━━━ Extracted records
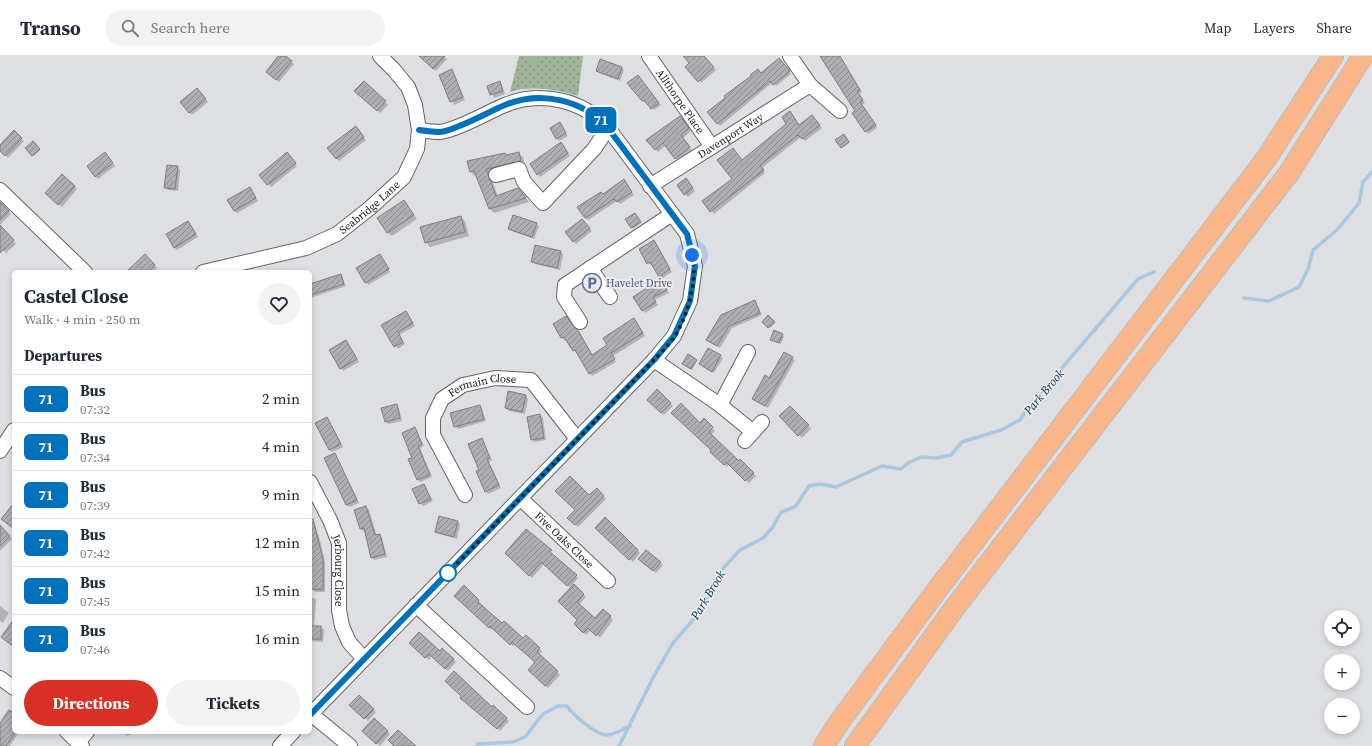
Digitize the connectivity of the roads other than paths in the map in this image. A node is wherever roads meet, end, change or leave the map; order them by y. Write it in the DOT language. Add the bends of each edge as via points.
graph roads {
  1 [pos="380,56"];
  2 [pos="649,56"];
  3 [pos="790,56"];
  4 [pos="1334,56"];
  5 [pos="1363,56"];
  6 [pos="810,84"];
  7 [pos="840,111"];
  8 [pos="608,128"];
  9 [pos="419,130"];
  10 [pos="712,147"];
  11 [pos="496,175"];
  12 [pos="650,186"];
  13 [pos="0,190"];
  14 [pos="672,214"];
  15 [pos="590,268"];
  16 [pos="83,270"];
  17 [pos="212,270"];
  18 [pos="610,297"];
  19 [pos="580,322"];
  20 [pos="748,352"];
  21 [pos="654,360"];
  22 [pos="720,405"];
  23 [pos="753,432"];
  24 [pos="12,433"];
  25 [pos="577,439"];
  26 [pos="0,451"];
  27 [pos="312,486"];
  28 [pos="465,495"];
  29 [pos="520,498"];
  30 [pos="608,581"];
  31 [pos="416,606"];
  32 [pos="364,659"];
  33 [pos="0,678"];
  34 [pos="12,687"];
  35 [pos="527,707"];
  36 [pos="312,712"];
  37 [pos="312,716"];
  38 [pos="71,734"];
  39 [pos="291,734"];
  40 [pos="82,740"];
  41 [pos="280,746"];
  42 [pos="350,746"];
  43 [pos="824,746"];
  44 [pos="854,746"];
  1 -- 9 [label="street, Seabridge Lane" via="408,87 415,105"];
  2 -- 10 [label="street, Allthorpe Place"];
  3 -- 6 [label="street"];
  4 -- 43 [label="highway" via="1266,159 934,594"];
  5 -- 44 [label="highway" via="1290,173 953,610"];
  6 -- 7 [label="street"];
  6 -- 10 [label="street, Davenport Way"];
  8 -- 9 [label="street" via="601,120 574,103 557,99 526,99 506,104 441,132"];
  8 -- 11 [label="street" via="594,149 543,203 524,182 519,169"];
  8 -- 12 [label="street"];
  9 -- 17 [label="street, Seabridge Lane" via="417,148 404,177 337,234 306,248"];
  10 -- 12 [label="street, Davenport Way"];
  12 -- 14 [label="street"];
  13 -- 16 [label="street"];
  14 -- 15 [label="street"];
  14 -- 21 [label="street" via="687,234 695,266 687,308 674,336"];
  15 -- 18 [label="street"];
  15 -- 19 [label="street" via="565,285 564,297"];
  20 -- 22 [label="street"];
  21 -- 22 [label="street"];
  21 -- 25 [label="street"];
  22 -- 23 [label="street"];
  24 -- 26 [label="street"];
  25 -- 28 [label="street, Fermain Close" via="531,380 495,378 463,385 442,399 433,418 433,435"];
  25 -- 29 [label="street"];
  27 -- 32 [label="street, Jerbourg Close" via="339,543 338,610 342,626 349,642"];
  29 -- 30 [label="street, Five Oaks Close"];
  29 -- 31 [label="street"];
  31 -- 32 [label="street"];
  31 -- 35 [label="street"];
  32 -- 36 [label="street"];
  33 -- 34 [label="street"];
  37 -- 42 [label="street"];
  38 -- 40 [label="street"];
  39 -- 41 [label="street"];
}
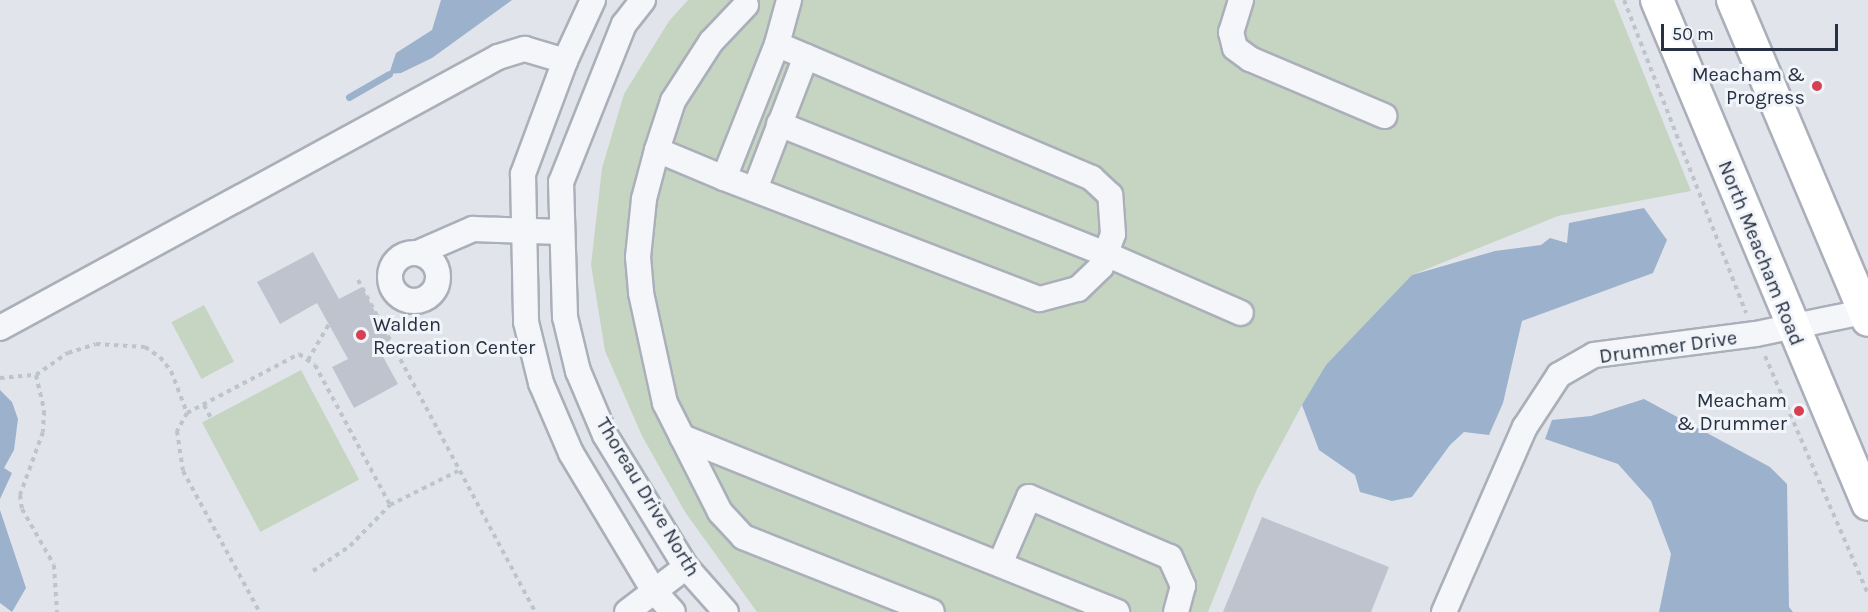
━━━━━━
**Work task:** Filter the material above down to the lines that hold the word "Seabridge".

**Solution:**
  1 -- 9 [label="street, Seabridge Lane" via="408,87 415,105"];
  9 -- 17 [label="street, Seabridge Lane" via="417,148 404,177 337,234 306,248"];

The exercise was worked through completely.